Но вот они стали уменьшаться и стали такими же далекими, как и остальные, расстояние между нами становилось все больше, и я вдруг взмыла в воздух и полетела прочь — прочь от них всех, и я помню, что вдруг почувствовала облегчение, но в то же время я плакала, повторяя: «Боже всемогущий! Боже всемогущий!»
Не знаю, сколько времени прошло с того момента и до тех пор, когда я вновь открыла глаза. Первое, что я увидела, было лицо Сэма. Голова болела, тело одеревенело, я была не в состоянии повернуться. Скосив глаза, я увидела Дэвида и сразу вспомнила о Констанции. Но я не могла спросить о ней, потому что чувствовала страшную усталость.
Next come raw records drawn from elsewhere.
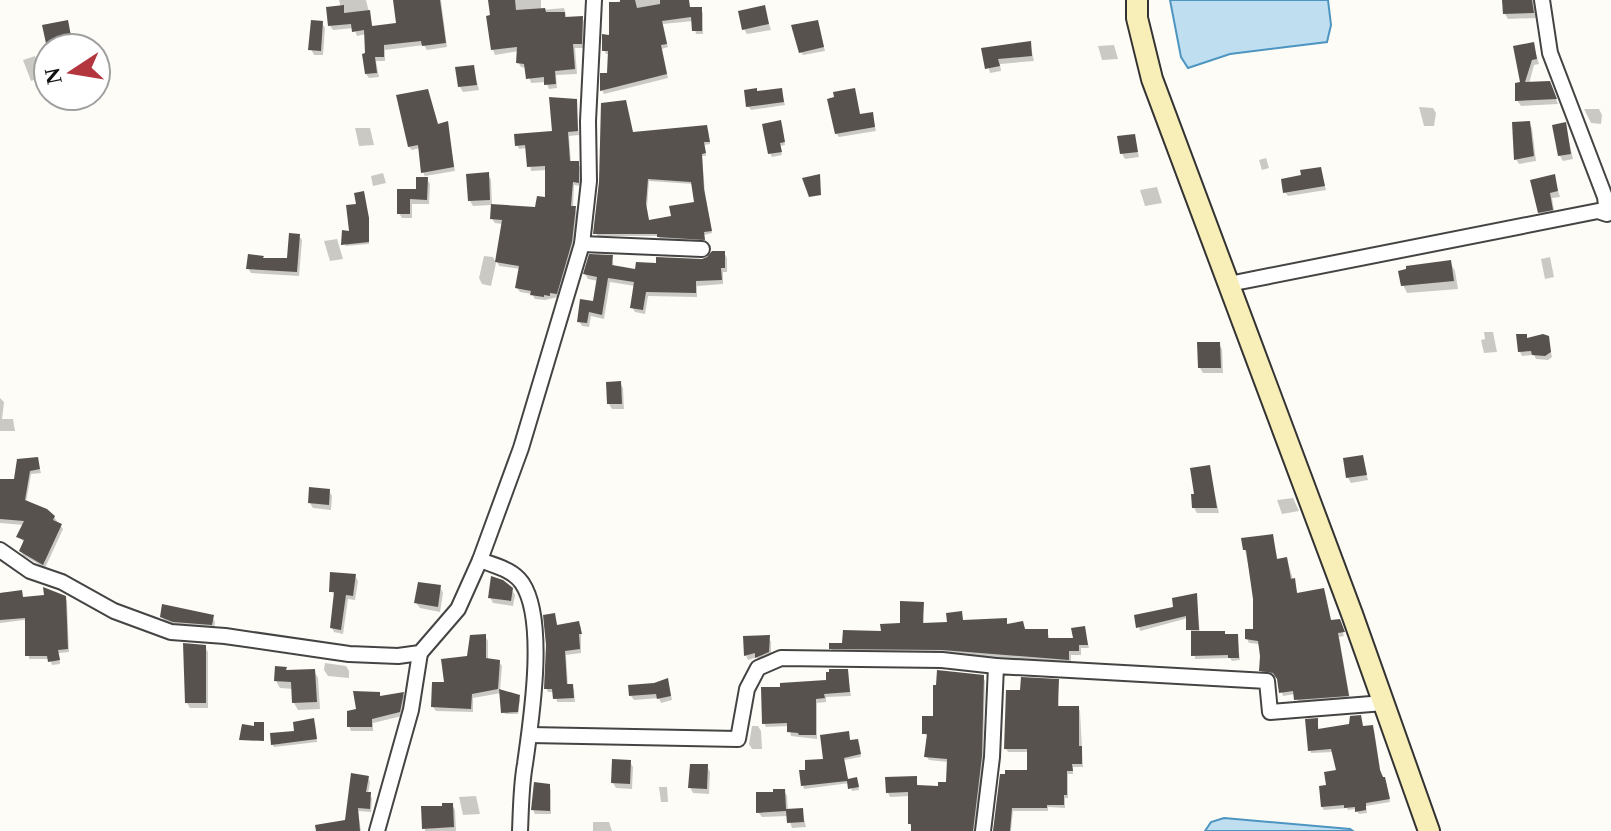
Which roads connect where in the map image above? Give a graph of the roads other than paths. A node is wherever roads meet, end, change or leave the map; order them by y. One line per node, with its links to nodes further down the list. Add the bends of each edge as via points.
1 (594, 0): 4 (street)
2 (1137, 0): 6 (street, via 1152,79)
3 (1542, 0): 6 (street, via 1550,53 1607,214 1598,211)
4 (582, 244): 5 (street); 8 (street, via 521,448)
5 (702, 249)
6 (1229, 284): 11 (street)
7 (0, 550): 9 (street, via 30,571 171,632 349,654)
8 (480, 560): 9 (street, via 458,609); 12 (street, via 513,573 531,602)
9 (420, 653): 13 (street, via 411,710)
10 (996, 666): 11 (street, via 1267,681 1270,712); 12 (street, via 781,658 758,668 747,689 738,739); 15 (street)
11 (1384, 703): 16 (street)
12 (530, 735): 14 (street)
13 (377, 831)
14 (520, 831)
15 (983, 831)
16 (1429, 831)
— Спи, — мягко произнес Сэм.
Я закрыла глаза и уснула.
Когда я вновь открыла глаза, то опять увидела лицо Сэма.
Но на этот раз с ним стояла и Констанция. Она очень нежно улыбалась мне, наклонилась и поцеловала, закрыв от меня сверкающую белизну больничной палаты. Я опять уснула.
Беда была в том, что я постоянно спала — люди приходили и уходили, доктора и медсестры, перевязывая мне голову, разговаривали со мной, спрашивали что-нибудь вроде: «Может, вы хотите сесть?» Я не хотела садиться, а закрывала глаза и погружалась в сон. Я знала, что отец жив, в тот вечер у него был сердечный приступ, что с Констанцией все в порядке — ведь я видела ее, а потому мои страхи за нее развеялись, — что Дон находится там, где он не может причинить вреда ни мне, ни ей по крайней мере какое-то время — об этом мне сообщил Сэм. Как-то вечером он сел возле моей кровати и зашептал:
— Кристина, послушай. Больше не о чем беспокоиться. Теперь он ничего не может тебе сделать.
Помню, с трудом выдавила из себя слово-вопрос:
— Мертв?
— Нет, пошел по этапу.
Битва, похоже, окончилась, и можно было отдыхать. Мне хотелось, чтобы этот отдых продолжался вечно.
Я плохо помню, как меня перевезли из больницы в дом Сэма. Для меня это значило лишь перемену постели. Я плохо помню и другие события: до того самого полудня, когда я услышала голос доктора и, открыв глаза, посмотрела вдаль — по ту сторону долины стояли Фенвикские Жилища, где все и начиналось. Потом я стала думать, вспоминать все от самых первых дней, в то же время задавая себе вопрос: зачем мне это надо? Почему я не даю себе покоя?
Лишь когда я вспомнила все до последнего момента, я поняла, что меня тревожит некая мысль, что-то такое, что мне очень хочется знать. Мне хотелось получить ответ на совсем простой вопрос: сколько лет получит Дон Даулинг? Достаточным ли будет этот срок для того, чтобы мне стоило жить дальше, или его хватило бы лишь для того, чтобы подготовиться к новому сражению. Но в одном, несмотря на путаницу и беспорядочность своих мыслей, я была уверена твердо — в том, что не стану готовиться больше ни к каким битвам. Доктор был прав — все битвы, на которые я была способна, я уже прошла. Я не была создана для борьбы, я была слабой женщиной, во мне не было для этого никаких сил.
Проводив доктора, Сэм вернулся в комнату. Он очень удивился, когда увидел, что я сижу в постели и, широко раскрыв глаза, смотрю в сторону долины.
— Тебе лучше? — спросил он так поспешно, что это даже чуть-чуть задело меня.
Я подняла руку, коснулась его и смотрела на него долго-долго. Потом шепотом попросила:
— Скажи мне, Сэм. Когда… когда ты будешь знать?..
Я не закончила. Он опустил глаза и крепко сжал мою руку.